WASHINGTON -- Hey, Raymond Felton, how do you feel about what happened to your Charlotte Bobcats on Wednesday night?
The wasted 20-point lead. The 19-for-30 foul shooting, including 6-for-13 in the fourth quarter. And everything else that went awry in a 95-93 loss to the woebegone Washington Wizards, a team that came in with an NBA-high 56 losses, a team that was 0-14 against Southeast Division foes, a team down to eight players because of injuries.
"Disgusted. Angry. Disappointed," Felton said.
Here's what's at stake for the Bobcats: They're chasing the first playoff berth in franchise history and entered the day two games behind Chicago for the eighth and final spot in the Eastern Conference.
Here's what's at stake for the Wizards: Every defeat improves their odds of landing the top pick in June's draft; every victory improves their odds of avoiding the worst record in franchise history. And they were well aware that they were closing in on becoming the first club in league history to go winless against its division.
"We didn't want to be the first," said Nick Young, who scored 23 points for Washington. "Players, captains, Coach -- everybody was talking about it."
The Bobcats might just wish everyone would stop talking about the fact that they're in a tight race for the postseason. They lost their previous game by 25 points to another last-place team, Indiana.
"I just feel like we're headed in the wrong direction. We've got to get back on the right path, defensively and offensively," said Gerald Wallace, who led Charlotte with 21 points and 11 rebounds but missed the potential tying free throw with 6.5 seconds left. "I swear, I think this playoff thing -- you guys mentioning the playoffs -- is kind of messing with our heads."
He failed to complete a three-point play after getting fouled while making a layup, and then Emeka Okafor and Boris Diaw grabbed offensive rebounds but missed the putback tries.
"Both guys just rushed the shot," said Antawn Jamison, who scored 27 points for Washington. "They didn't realize they were going to be that open."
Diaw's take: "I pushed it too hard."
Eventually, Jamison controlled the ball, was fouled and made 1 of 2 at the line with 0.3 seconds left.
Dealing with all manner of injuries, the Wizards trotted out the 16th starting lineup they've used this season. The only member of the Wizards' ideal lineup was Jamison, a two-time All-Star forward. Otherwise, it was Dominic McGuire at the other forward, Javaris Crittenton and Mike James at guard, and Andray Blatche at center.
Available off the bench: Young, JaVale McGee and Oleksiy Pecherov.

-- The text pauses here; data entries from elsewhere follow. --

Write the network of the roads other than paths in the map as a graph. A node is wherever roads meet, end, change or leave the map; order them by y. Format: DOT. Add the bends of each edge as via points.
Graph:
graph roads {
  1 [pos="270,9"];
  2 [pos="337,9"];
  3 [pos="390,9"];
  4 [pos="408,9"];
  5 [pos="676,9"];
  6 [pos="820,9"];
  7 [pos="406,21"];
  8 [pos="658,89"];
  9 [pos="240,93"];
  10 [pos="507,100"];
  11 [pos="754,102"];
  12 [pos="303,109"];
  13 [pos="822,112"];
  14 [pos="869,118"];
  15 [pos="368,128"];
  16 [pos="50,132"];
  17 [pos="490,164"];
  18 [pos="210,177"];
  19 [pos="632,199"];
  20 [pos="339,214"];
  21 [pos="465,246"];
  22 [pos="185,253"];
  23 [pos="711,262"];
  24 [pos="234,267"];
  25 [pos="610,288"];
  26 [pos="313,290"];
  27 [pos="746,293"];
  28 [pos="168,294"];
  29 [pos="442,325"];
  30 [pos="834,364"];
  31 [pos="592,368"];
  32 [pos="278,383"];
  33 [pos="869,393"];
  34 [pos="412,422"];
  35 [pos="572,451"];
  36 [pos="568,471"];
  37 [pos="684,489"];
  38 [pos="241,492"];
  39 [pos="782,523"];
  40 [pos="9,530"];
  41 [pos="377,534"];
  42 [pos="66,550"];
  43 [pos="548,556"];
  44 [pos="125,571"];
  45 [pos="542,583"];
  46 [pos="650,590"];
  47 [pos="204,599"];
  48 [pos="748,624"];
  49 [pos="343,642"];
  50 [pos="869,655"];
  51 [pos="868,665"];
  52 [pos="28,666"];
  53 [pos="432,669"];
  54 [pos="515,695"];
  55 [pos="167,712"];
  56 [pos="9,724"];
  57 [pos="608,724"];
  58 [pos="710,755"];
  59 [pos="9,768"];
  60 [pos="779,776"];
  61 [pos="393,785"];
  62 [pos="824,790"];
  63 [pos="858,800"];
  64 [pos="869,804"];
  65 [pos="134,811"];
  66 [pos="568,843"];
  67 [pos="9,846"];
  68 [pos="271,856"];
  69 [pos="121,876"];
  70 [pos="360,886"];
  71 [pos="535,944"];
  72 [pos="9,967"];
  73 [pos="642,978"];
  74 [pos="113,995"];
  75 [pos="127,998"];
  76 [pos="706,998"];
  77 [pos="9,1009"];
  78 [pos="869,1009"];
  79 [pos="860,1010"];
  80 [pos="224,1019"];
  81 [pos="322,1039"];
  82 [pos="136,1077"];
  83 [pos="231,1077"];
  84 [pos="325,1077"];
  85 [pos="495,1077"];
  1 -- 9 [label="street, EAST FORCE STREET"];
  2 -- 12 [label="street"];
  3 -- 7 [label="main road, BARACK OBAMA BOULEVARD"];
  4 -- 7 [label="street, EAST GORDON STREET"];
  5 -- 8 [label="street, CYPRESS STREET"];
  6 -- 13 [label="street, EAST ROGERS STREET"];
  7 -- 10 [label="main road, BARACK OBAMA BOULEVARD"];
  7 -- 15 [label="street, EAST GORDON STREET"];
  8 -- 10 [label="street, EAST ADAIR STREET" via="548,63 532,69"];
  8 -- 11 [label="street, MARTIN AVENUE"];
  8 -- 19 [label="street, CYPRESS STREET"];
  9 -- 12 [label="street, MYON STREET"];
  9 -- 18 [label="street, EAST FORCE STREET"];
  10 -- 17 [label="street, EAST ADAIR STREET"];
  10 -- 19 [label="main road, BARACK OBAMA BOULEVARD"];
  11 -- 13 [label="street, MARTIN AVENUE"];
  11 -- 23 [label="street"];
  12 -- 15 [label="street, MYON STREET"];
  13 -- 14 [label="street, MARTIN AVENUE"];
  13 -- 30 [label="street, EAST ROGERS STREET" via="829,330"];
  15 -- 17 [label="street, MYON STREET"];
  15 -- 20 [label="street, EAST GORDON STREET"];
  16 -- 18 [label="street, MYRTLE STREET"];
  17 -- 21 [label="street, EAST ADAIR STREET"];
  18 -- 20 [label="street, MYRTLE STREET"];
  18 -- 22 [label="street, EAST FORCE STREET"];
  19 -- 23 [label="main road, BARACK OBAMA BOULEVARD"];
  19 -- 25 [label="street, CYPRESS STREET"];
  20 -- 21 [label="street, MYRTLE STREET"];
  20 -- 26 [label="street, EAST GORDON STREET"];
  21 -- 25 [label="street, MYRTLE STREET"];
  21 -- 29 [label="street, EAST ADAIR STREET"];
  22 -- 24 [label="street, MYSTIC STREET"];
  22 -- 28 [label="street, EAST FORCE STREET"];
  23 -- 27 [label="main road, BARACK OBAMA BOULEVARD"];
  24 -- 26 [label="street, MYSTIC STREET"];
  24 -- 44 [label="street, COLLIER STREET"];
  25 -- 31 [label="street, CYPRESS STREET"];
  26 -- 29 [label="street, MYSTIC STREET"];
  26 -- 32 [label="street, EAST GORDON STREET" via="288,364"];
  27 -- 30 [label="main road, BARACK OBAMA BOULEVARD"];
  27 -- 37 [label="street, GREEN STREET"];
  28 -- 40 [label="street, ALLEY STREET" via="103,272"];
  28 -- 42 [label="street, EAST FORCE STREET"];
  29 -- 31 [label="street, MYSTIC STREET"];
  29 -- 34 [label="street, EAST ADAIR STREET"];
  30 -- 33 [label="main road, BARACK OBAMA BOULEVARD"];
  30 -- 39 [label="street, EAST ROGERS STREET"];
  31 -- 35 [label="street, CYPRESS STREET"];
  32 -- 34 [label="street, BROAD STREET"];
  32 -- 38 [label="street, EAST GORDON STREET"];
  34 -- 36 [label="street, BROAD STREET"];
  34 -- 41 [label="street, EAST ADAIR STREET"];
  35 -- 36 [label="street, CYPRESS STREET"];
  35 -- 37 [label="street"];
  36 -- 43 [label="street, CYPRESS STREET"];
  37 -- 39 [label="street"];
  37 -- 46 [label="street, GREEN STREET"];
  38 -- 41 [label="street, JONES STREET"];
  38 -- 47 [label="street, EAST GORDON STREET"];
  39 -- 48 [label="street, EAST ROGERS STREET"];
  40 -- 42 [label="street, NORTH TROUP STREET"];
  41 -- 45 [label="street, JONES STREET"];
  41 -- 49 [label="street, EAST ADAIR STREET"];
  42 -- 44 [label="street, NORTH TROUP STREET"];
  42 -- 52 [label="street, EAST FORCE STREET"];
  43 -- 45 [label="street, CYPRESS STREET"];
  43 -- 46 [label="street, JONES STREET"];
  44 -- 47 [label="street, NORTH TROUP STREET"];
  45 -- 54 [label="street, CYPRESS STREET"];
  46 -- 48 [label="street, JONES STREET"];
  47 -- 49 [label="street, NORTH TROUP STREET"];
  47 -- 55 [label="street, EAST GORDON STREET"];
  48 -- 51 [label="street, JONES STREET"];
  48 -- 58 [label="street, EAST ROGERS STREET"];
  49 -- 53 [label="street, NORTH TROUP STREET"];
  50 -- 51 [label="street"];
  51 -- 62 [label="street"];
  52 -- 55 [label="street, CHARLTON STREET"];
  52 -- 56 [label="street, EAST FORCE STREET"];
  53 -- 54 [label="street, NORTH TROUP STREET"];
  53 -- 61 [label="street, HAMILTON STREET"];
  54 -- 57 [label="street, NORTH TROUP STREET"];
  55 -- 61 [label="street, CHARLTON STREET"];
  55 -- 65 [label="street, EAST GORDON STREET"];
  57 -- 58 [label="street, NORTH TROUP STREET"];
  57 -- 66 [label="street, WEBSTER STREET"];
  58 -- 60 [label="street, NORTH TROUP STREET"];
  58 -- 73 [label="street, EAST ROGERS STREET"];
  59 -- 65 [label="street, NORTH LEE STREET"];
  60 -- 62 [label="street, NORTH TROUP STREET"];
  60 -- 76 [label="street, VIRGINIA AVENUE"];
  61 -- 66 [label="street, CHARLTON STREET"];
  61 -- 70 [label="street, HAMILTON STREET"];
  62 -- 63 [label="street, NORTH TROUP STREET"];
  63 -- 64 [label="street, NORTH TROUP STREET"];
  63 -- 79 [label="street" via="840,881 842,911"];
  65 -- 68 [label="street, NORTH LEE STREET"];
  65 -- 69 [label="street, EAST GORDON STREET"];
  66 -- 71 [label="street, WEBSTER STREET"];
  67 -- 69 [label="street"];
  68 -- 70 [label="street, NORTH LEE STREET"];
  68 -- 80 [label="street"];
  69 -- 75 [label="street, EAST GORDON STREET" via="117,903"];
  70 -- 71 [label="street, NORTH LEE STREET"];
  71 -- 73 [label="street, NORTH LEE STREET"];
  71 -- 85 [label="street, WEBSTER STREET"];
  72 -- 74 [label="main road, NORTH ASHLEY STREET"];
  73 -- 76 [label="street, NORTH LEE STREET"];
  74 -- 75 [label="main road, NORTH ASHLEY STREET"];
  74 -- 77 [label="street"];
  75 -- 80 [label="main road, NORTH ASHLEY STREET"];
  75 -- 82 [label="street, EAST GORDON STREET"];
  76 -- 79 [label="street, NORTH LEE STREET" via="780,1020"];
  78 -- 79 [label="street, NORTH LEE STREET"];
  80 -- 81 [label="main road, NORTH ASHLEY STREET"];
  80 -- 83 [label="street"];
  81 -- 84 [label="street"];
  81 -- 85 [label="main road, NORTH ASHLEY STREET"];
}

"I'm down to eight," Wizards interim coach Ed Tapscott said before tipoff, and then he dubbed the players he had available "The Mighty Eight."
In addition to Gilbert Arenas and Brendan Haywood, who have yet to play this season, and finished-for-the-season Etan Thomas and DeShawn Stevenson, the Wizards were without Caron Butler (hamstring), Darius Songaila (nerve problem in neck and shoulder) and Juan Dixon (strained Achilles' tendon).
Yet, somehow, Washington overcame a 55-35 deficit.
Washington kept chipping away, chipping away, until James' 3-pointer tied the game midway through the third quarter. A couple of minutes later, Blatche's putback put Washington ahead 67-65.
And then, something really out of the ordinary happened: McGuire scored, ending a drought of nearly two hours of on-court action without a single point. His tip-in with 2:06 left in the third quarter extended the hosts' lead to 69-65.
When Young drove along the baseline for a reverse slam with a little more than 6 minutes remaining, it put Washington up 87-79.
"We basically just gave it away," Wallace said. "We're not in a situation where we can just give games away like that."
Arenas still is "on schedule" to make his season debut Saturday against Detroit, Tapscott said. Arenas, sidelined after his third knee operation in 18 months, might be ready to play - but he insists he's done posting on his blog. "I retired," he said. "No more blogging for me." ... Jamison extended his streak of scoring at least 10 points to a career-best 68 consecutive games.